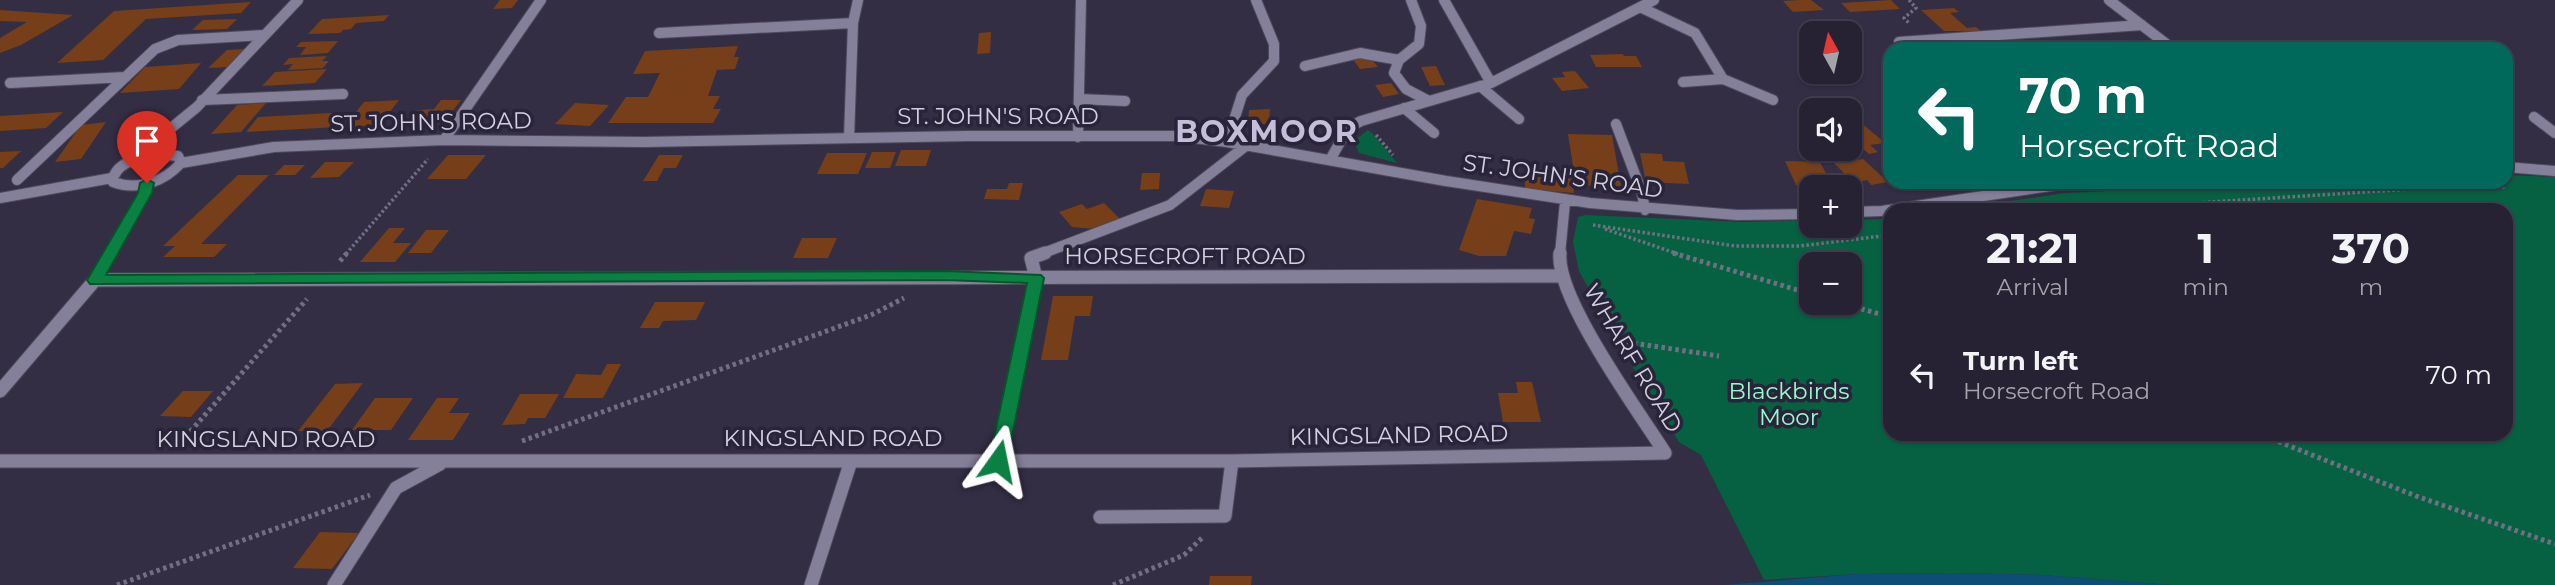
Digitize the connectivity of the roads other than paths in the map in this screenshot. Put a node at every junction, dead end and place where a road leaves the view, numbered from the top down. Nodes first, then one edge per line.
1 (298, 0) edge
2 (541, 0) edge
3 (858, 0) edge
4 (1081, 0) edge
5 (1256, 0) edge
6 (1411, 0) edge
7 (1444, 0) edge
8 (1654, 0) edge
9 (2109, 0) edge
10 (1640, 7) junction
11 (853, 23) junction
12 (2142, 25) junction
13 (659, 33) dead end
14 (265, 35) junction
15 (1909, 42) edge
16 (2164, 42) edge
17 (1399, 60) junction
18 (1305, 66) dead end
19 (126, 77) junction
20 (1723, 79) junction
21 (1683, 82) dead end
22 (10, 83) dead end
23 (1486, 84) junction
24 (343, 94) dead end
25 (1079, 99) junction
26 (202, 100) junction
27 (1427, 100) junction
28 (1773, 100) dead end
29 (1125, 101) dead end
30 (1404, 108) junction
31 (2534, 117) dead end
32 (1519, 120) dead end
33 (1616, 124) dead end
34 (1434, 133) dead end
35 (2555, 133) edge
36 (1078, 136) junction
37 (849, 138) junction
38 (444, 140) junction
39 (1227, 142) junction
40 (1247, 145) junction
41 (146, 156) junction
42 (1330, 160) junction
43 (181, 163) junction
44 (2513, 167) edge
45 (2555, 170) edge
46 (111, 178) junction
47 (17, 180) dead end
48 (147, 183) junction
49 (2030, 189) edge
50 (0, 198) edge
51 (1565, 202) junction
52 (1936, 203) edge
53 (1645, 210) junction
54 (1883, 211) edge
55 (1862, 212) edge
56 (1799, 214) edge
57 (1561, 276) junction
58 (1036, 278) junction
59 (95, 280) junction
60 (0, 391) edge
61 (1665, 453) joint
62 (0, 461) edge
63 (851, 461) junction
64 (998, 461) junction
65 (1232, 461) junction
66 (443, 462) junction
67 (1100, 517) dead end
68 (334, 585) edge
69 (811, 585) edge

1 - 14 street
2 - 38 street
3 - 11 street
4 - 25 street
5 - 39 street
6 - 17 street
7 - 23 street
8 - 10 street
9 - 12 street
10 - 20 street
10 - 23 street
11 - 13 street
11 - 37 street
12 - 15 street
12 - 16 street
14 - 19 street
14 - 26 street
17 - 18 street
17 - 27 street
19 - 22 street
19 - 47 street
20 - 21 street
20 - 28 street
23 - 27 street
23 - 32 street
24 - 26 street
25 - 29 street
25 - 36 street
26 - 41 street
27 - 30 street
30 - 34 street
30 - 42 street
31 - 35 street
33 - 53 street
36 - 37 street, ST. JOHN'S ROAD
36 - 39 street, ST. JOHN'S ROAD
37 - 38 street, ST. JOHN'S ROAD
38 - 43 street, ST. JOHN'S ROAD
39 - 40 street, ST. JOHN'S ROAD
40 - 42 street, ST. JOHN'S ROAD
40 - 58 street
41 - 43 street
41 - 46 street
42 - 51 street, ST. JOHN'S ROAD
43 - 48 street
44 - 45 street
46 - 48 street
46 - 50 street
48 - 59 street
49 - 52 street
51 - 53 street, ST. JOHN'S ROAD
51 - 57 street, WHARF ROAD
53 - 56 street, ST. JOHN'S ROAD
54 - 55 street
57 - 58 street, HORSECROFT ROAD
57 - 61 street, WHARF ROAD
58 - 59 street, HORSECROFT ROAD
58 - 64 street
59 - 60 street
61 - 65 street, KINGSLAND ROAD
62 - 66 street, KINGSLAND ROAD
63 - 64 street, KINGSLAND ROAD
63 - 66 street, KINGSLAND ROAD
63 - 69 street
64 - 65 street, KINGSLAND ROAD
65 - 67 street
66 - 68 street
______________________________
REQUIRED ACTION: Above are the entries; copy every line among them that contains the word "HORSECROFT".

SOLUTION:
57 - 58 street, HORSECROFT ROAD
58 - 59 street, HORSECROFT ROAD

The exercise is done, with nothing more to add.